FIG. 3 shows misconvergence when R is largely shifted to the left from B at the periphery of the screen when the variable resistor 4 is set to an intermediate value. At this time, if the R beam is corrected to the right, the error is reduced. To achieve this, a barrel-type magnetic field distribution may be created and corrected. In this case, by increasing the resistance value of the variable resistor 4 and increasing the current flowing through the sub-coils 3A and 3B, correction can be performed, and a beam without misconvergence as shown in FIG. 5 can be obtained.

When R is shifted to the right of B as shown in FIG. 4 contrary to FIG. 3, the resistance value of the variable resistor 4 is reduced.
The correction may be performed by reducing the current flowing through the sub-coils 3A and 3B. In this case, the magnetic field distribution is of a pincushion type, the R beam shifts to the left, the misconvergence is reduced, and a beam without misconvergence as shown in FIG. 5 is obtained.

[0020]

EXAMPLES The results of actual experiments are shown in the table below.

[0021]

[Table 1] The experimental results shown in Table 1 were conducted using a 59 cm Toshiba color cathode ray tube and a Toshiba saddle toroidal deflection yoke device for 59 cm color CRT.

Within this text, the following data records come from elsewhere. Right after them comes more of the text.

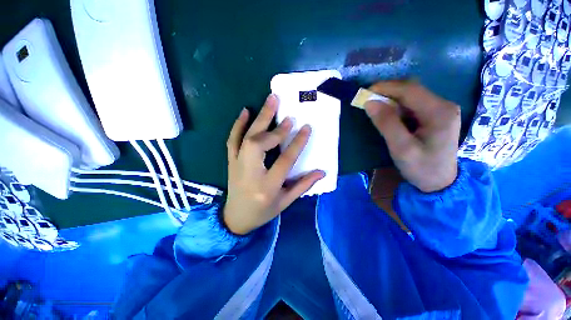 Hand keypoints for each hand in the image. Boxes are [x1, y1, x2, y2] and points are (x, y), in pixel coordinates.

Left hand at [224, 94, 324, 234]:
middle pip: (260, 145)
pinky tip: (246, 111)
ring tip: (270, 101)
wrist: (235, 218)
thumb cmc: (263, 211)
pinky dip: (238, 124)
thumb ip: (303, 185)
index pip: (284, 160)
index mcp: (267, 186)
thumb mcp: (285, 202)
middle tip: (287, 113)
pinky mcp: (231, 161)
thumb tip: (321, 172)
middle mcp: (250, 173)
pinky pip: (232, 140)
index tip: (306, 127)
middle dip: (275, 128)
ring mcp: (237, 165)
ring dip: (259, 118)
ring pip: (246, 138)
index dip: (297, 143)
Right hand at [364, 81, 460, 192]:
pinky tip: (388, 114)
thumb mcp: (401, 148)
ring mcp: (441, 109)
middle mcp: (443, 105)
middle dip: (387, 91)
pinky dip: (396, 105)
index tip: (364, 93)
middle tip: (367, 100)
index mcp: (439, 112)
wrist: (440, 183)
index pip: (409, 89)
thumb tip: (369, 103)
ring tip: (374, 107)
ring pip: (411, 95)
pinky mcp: (435, 115)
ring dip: (390, 98)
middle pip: (412, 89)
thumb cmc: (421, 168)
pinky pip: (412, 103)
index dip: (385, 87)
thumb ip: (386, 124) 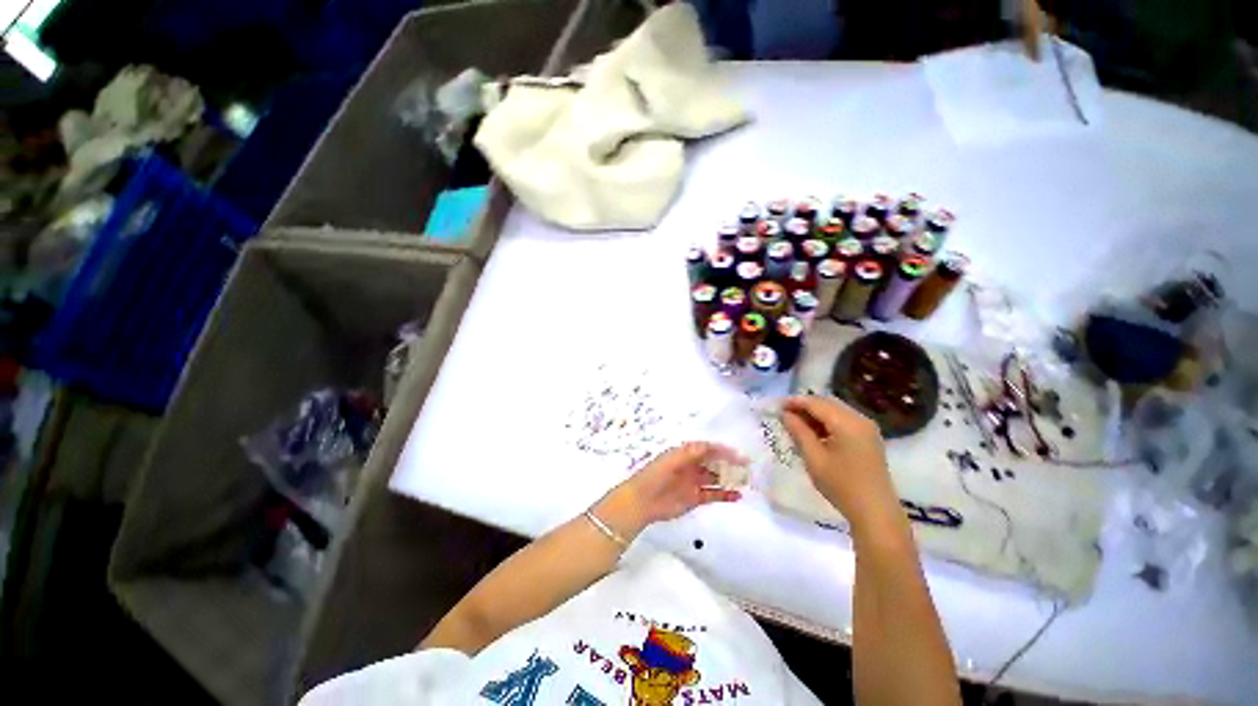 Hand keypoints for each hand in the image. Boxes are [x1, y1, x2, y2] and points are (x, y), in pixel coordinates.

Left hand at [595, 443, 743, 538]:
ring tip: (746, 481)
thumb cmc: (656, 474)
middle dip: (729, 464)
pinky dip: (725, 495)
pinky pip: (713, 495)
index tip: (739, 455)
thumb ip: (693, 452)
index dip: (723, 451)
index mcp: (685, 453)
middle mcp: (691, 466)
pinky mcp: (695, 499)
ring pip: (716, 478)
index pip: (708, 449)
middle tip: (747, 467)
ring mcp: (694, 483)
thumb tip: (712, 446)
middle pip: (714, 463)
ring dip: (730, 479)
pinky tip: (738, 495)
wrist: (642, 501)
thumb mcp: (673, 458)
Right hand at [780, 396, 903, 538]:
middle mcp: (860, 419)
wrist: (875, 512)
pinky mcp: (868, 437)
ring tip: (796, 423)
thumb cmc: (841, 485)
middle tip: (784, 414)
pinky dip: (827, 421)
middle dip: (804, 406)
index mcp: (847, 422)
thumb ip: (798, 431)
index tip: (776, 406)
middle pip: (827, 403)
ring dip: (815, 413)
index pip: (816, 403)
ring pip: (835, 410)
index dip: (794, 402)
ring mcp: (867, 428)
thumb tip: (784, 414)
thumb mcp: (814, 458)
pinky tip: (814, 432)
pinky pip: (843, 420) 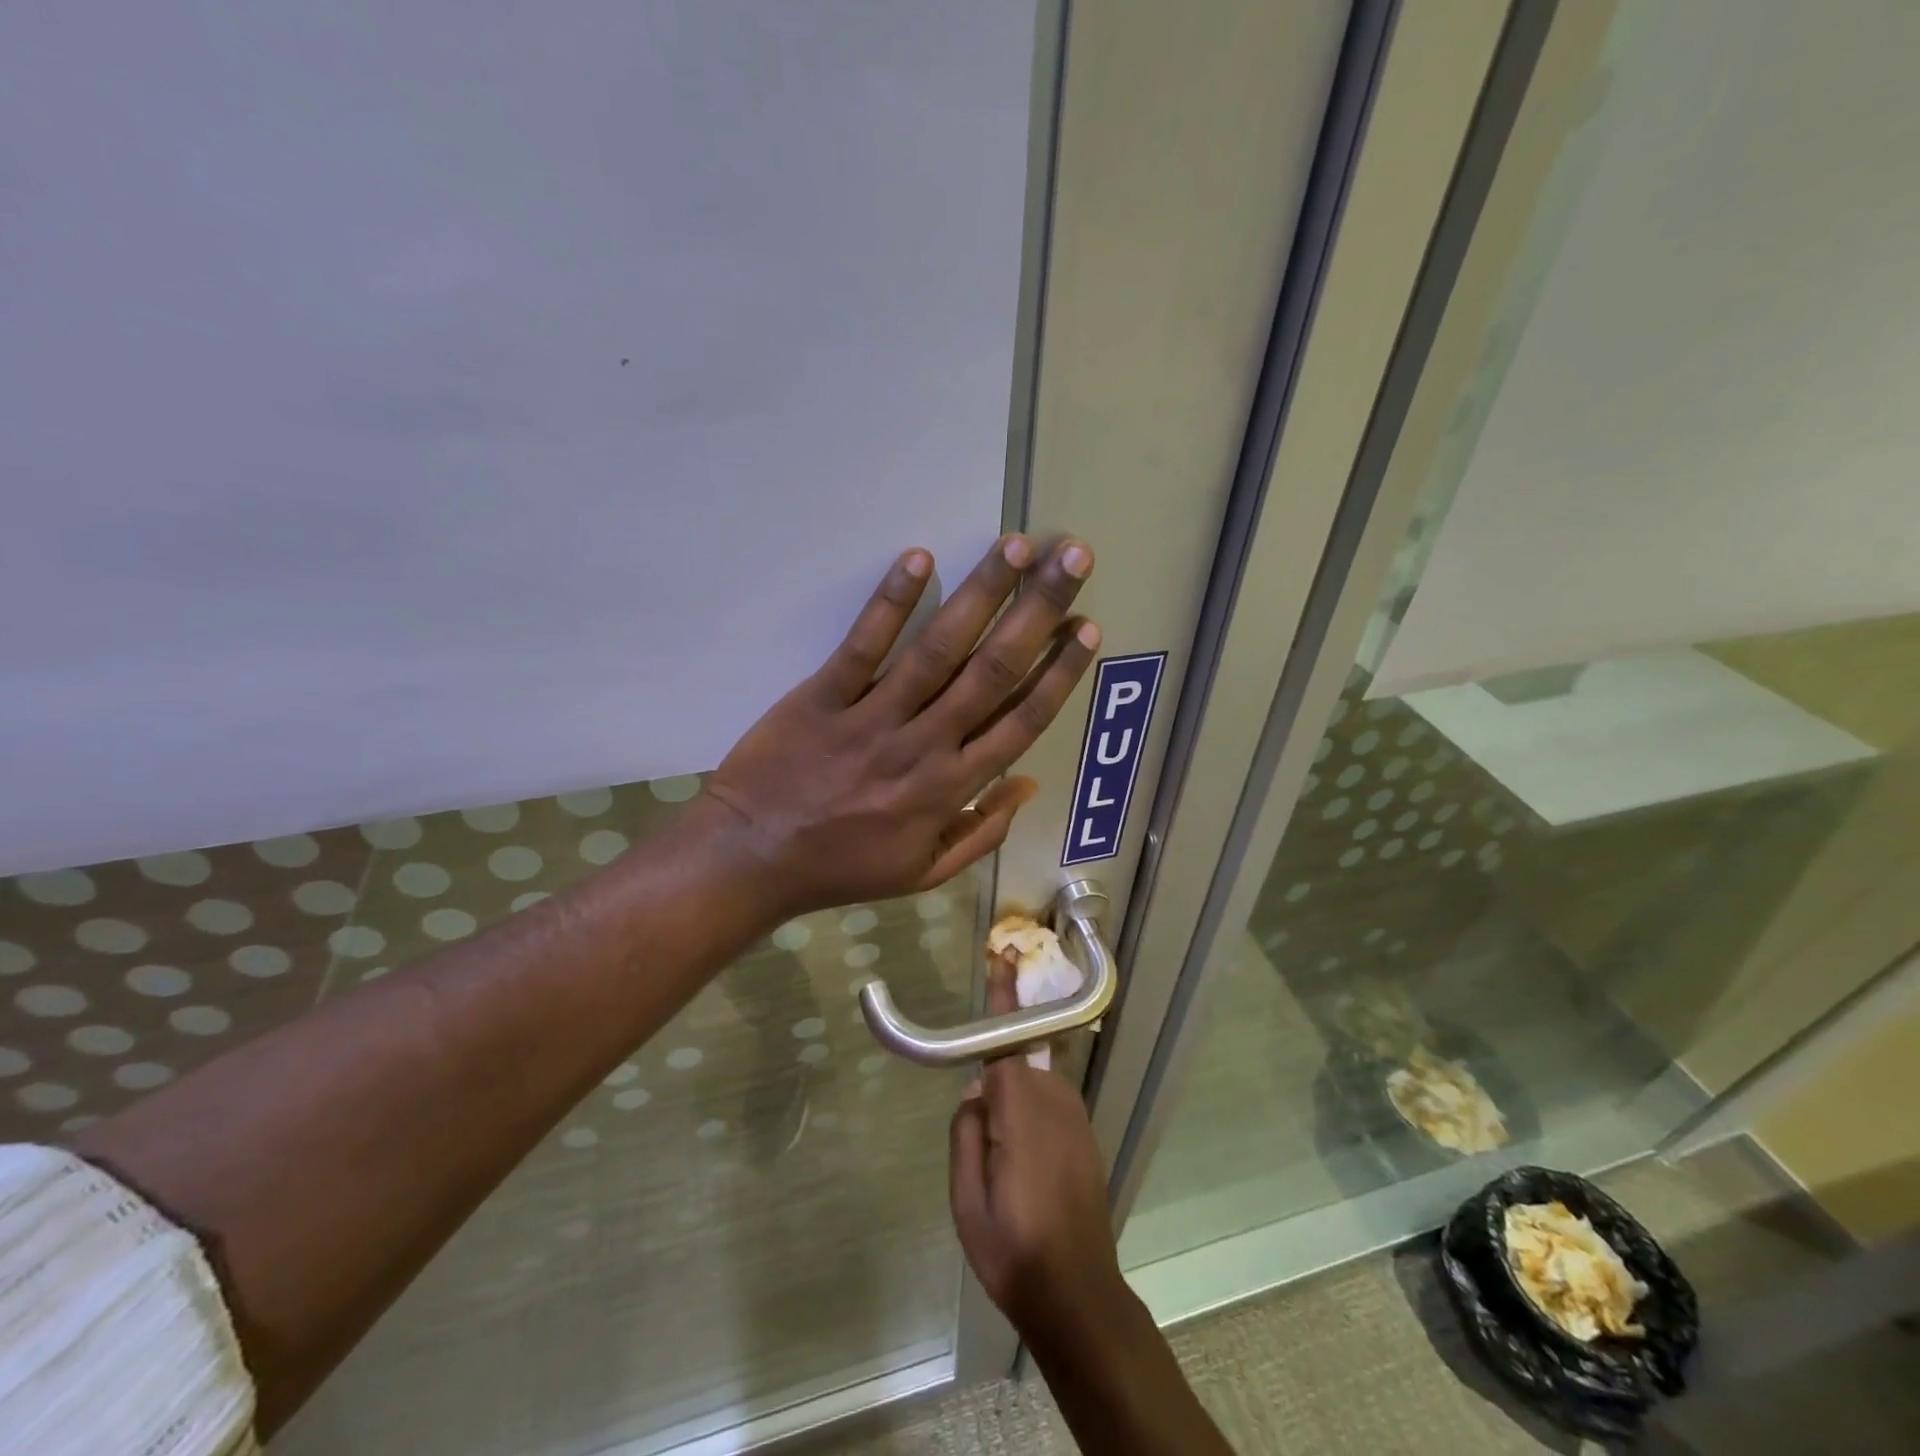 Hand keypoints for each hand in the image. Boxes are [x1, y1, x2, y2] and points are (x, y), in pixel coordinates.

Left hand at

The amount of misconvergence (YH) in the horizontal direction on the Y axis and the amount of misconvergence (PQ)
H) is shown by changing the resistance value of the variable resistor 4 from the minimum to the maximum. In addition, to show that there is no effect in the Y-axis direction, the amount of change is also shown.

When the resistance value is the smallest, the amount of misconvergence (YH) is 0.25 mm. When the resistance value is the largest, the amount of misconvergence (YH) is 0.15 mm.
mm. Therefore, the amount of change is -0.1 mm, which indicates that there is almost no effect on the misconvergence in the horizontal direction on the Y axis. On the other hand, when the resistance value is the smallest, the misconvergence (PQH) at the screen edge is
When the resistance value is 0.8 mm, the convergence (PQH) is -0.4 mm. Therefore, the change amount is -1.2 mm, and it can be seen that the adjustment can be performed in a considerably wide range.

In the embodiment described above, the case where the horizontal deflection section is a saddle type coil and the vertical deflection section is a toroidal type coil has been described, but the present invention relates to such a saddle toroidal type deflection yoke device. The present invention is not limited to this, and the vertical deflection unit may be of a saddle-saddle type configured as a saddle type, or may be applied to a toroidal-toroidal type.

[0025]

As described above, according to the present invention, misconvergence of the screen edge can be adjusted over a wide range by the variable resistor.

That is, when the misconvergence amount PQH is large due to factors such as variations in the windings of the vertical deflection coil and the horizontal deflection coil, this can be corrected only by changing the resistance value of the variable resistor. A deflection yoke device can be realized.

[Brief description of the drawings]

FIG. 1 is a diagram showing a deflection yoke device according to an embodiment of the present invention.

FIG. 2 is an equivalent circuit diagram for explaining a connection relationship between coils in FIG. 1;

FIG. 3 is a diagram for explaining misconvergence.

FIG. 4 is a diagram for explaining misconvergence.

FIG. 5 is a diagram showing a state in which misconvergence has been corrected.

FIG. 6 is a diagram illustrating types of general deflection coils.

[Explanation of Signs] 1 ... Fillite core 2 ... Main coil 3A, 3B ... Sub coil 4 ... Variable resistance

Claims (1)

[Claims] 1. A deflection yoke device capable of correcting convergence of an edge portion of a screen with respect to a center, comprising: a vertical deflection coil which is divided and symmetrically disposed about a vertical axis; Convergence can be corrected, the divided coils, auxiliary coils provided on both sides of each coil and connected in series with the coil, and currents flowing in the deflection coil provided in parallel with the auxiliary coil are adjusted. And a variable resistor for performing the following.